Natural que a figura de Michael
Jackson fosse a primeira a aparecer nesse contexto. Não só pelas
acusações de pedofilia que cercam
o ídolo pop mas também por toda
a quantidade de manipulação
tecnológica que se aplicou sobre
sua aparência. A suposta pedofilia de Jackson é também um narcisismo, uma autopedofilia.
Ora, o internauta que especula
sobre a Ana Paula Arósio em miniatura talvez se entregue à sensação de miniaturizar-se a si mesmo; brinca de criança, sem dúvida, ao dizer que fulano ou sicrano
o amedrontam. Entre as comunidades de maior sucesso no Orkut
estão as que discutem, de forma
bem-humorada, os "traumas de
infância" -vomitar na perua da
escolinha, fazer xixi na cama, esse
tipo de coisa.
Desconfio que o horror à sexualização precoce da menina Arósio
seja o horror à nossa própria regressão, à ameaça que pesa sobre
nós de não nos termos livrado totalmente da infância.
Os anúncios da Embratel vinham havia um bom tempo explorando as possibilidades da manipulação fisionômica da modelo.

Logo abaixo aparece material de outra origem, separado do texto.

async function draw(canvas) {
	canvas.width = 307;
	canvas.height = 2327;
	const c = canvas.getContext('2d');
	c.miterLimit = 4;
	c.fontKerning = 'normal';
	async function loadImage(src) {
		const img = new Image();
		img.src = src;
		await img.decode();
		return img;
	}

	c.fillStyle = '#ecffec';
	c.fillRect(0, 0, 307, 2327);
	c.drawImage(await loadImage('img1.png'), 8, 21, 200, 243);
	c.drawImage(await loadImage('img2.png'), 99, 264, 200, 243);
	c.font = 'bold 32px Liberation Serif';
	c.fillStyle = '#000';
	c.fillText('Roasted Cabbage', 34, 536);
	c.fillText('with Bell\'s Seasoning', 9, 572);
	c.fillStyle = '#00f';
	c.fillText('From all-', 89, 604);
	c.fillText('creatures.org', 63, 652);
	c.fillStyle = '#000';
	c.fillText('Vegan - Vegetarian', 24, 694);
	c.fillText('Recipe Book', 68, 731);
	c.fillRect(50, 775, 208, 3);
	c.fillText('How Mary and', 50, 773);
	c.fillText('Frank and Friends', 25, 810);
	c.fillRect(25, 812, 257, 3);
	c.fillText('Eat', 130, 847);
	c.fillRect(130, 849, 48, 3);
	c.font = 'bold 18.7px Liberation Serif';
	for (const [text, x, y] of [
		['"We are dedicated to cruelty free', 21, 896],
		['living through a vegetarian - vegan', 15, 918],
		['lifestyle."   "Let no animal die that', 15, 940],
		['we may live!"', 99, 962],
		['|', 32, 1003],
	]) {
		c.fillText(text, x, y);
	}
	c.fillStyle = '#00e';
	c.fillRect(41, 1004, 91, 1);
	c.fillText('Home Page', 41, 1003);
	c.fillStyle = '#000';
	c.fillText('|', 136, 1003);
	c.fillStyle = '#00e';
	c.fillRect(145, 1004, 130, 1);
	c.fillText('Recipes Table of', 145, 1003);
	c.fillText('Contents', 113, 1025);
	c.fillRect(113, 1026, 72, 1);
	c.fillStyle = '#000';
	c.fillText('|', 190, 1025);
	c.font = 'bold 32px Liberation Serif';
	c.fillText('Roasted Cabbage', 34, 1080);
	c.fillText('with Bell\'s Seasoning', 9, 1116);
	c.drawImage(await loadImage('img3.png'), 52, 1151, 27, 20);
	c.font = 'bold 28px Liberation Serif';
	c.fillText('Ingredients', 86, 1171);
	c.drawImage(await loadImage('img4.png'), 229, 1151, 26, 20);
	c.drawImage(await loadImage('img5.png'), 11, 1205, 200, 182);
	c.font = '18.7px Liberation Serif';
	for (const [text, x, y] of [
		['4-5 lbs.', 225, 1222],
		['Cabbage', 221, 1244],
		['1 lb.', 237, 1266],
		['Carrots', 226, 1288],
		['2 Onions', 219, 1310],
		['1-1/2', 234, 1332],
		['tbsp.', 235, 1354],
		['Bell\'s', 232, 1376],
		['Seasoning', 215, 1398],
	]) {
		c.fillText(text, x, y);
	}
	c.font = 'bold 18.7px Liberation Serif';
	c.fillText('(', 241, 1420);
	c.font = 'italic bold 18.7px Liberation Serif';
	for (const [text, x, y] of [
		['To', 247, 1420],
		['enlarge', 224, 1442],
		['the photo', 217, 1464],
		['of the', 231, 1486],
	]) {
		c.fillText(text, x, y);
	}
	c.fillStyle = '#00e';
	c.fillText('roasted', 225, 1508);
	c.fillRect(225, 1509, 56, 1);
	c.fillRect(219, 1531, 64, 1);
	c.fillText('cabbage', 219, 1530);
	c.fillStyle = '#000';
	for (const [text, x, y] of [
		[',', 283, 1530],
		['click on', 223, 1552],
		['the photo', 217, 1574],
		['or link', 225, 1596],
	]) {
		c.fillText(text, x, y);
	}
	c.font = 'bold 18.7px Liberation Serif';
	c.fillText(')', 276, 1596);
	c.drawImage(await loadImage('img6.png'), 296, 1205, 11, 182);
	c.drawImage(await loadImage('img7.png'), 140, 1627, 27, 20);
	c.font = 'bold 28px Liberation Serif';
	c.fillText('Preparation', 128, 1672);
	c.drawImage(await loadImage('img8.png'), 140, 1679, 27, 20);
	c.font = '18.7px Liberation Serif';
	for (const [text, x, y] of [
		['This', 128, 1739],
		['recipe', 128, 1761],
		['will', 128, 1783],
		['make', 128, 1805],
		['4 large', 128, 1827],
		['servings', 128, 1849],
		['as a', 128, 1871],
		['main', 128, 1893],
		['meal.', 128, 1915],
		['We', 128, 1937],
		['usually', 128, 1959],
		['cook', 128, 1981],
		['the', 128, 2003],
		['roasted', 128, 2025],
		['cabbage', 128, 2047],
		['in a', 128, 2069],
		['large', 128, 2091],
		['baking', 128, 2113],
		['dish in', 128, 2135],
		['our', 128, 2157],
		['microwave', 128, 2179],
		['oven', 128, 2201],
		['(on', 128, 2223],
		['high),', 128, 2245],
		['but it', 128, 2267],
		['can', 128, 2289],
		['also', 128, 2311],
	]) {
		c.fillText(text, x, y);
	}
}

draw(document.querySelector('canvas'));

Como no caso do garoto da Bom
Bril, Ana Paula Arósio se tornou
uma espécie de campo de provas,
de porquinho-da-índia (hum,
gostei dessa comparação) num laboratório fotográfico ou num estúdio de computação gráfica. Ela
já está há alguns anos fazendo o
anúncio da Embratel, e os publicitários tinham de imaginar variações em torno do tema: foi assim
que a fantasiaram de japonesa, de
espanhola, de esquimó ou coisa
parecida, para mostrar que as ligações internacionais tinham
baixado de preço.
Sem ter mais como variar sua
aparência, cuidaram então de reproduzi-la. Foi o erro fatal. Não é
fácil apreender com exatidão qual
era, afinal de contas, a campanha
do 21 -que tipo de oferta estava
sendo lançada naquele momento:
os descontos e promoções de empresas telefônicas não têm, de
qualquer modo, o dom de chamar
a minha atenção.
Pensei que a mini-Arósio fosse
alguma oferta de celular para
quem já tem o telefone fixo. Ou
uma advertência contra a clonagem de aparelhos. Depois fui investigar: o anúncio era para dizer
que, se você fizer uma ligação de
dois minutos, tem direito a um
minuto grátis. A mini-Arósio é
uma meia-Arósio, assim como
um é a metade de dois, formando
o número 21. Eureca!
A reprodução por cissiparidade,
a luz laboratorial, a alegria vibrátil e protozoária do anúncio então se explicam. Nada mais vulgar do que uma garota seminua
anunciando carros ou cervejas.
Os anúncios da Embratel com
Ana Paula Arósio sempre foram
de uma austeridade e assepsia a
toda prova. Talvez porque na frase "faz um 21" já houvesse algum
subentendido que me escapa.
O fato é que, se Xuxa, a rainha
dos baixinhos, engravidou com
requintes de puritanismo, a propaganda da Embratel representa
um passo adiante -a clonagem
da mulher adulta se revela como
contrapartida da sexualização
infantil.
Claro, a mistura de infância
com sexualização é a chave de toda propaganda: o que se presume,
quase sempre, é que o consumidor tenha o intelecto de uma
criança de cinco anos e o desejo
sexual de um adulto plenamente
desenvolvido. É de dar medo mesmo, com certeza.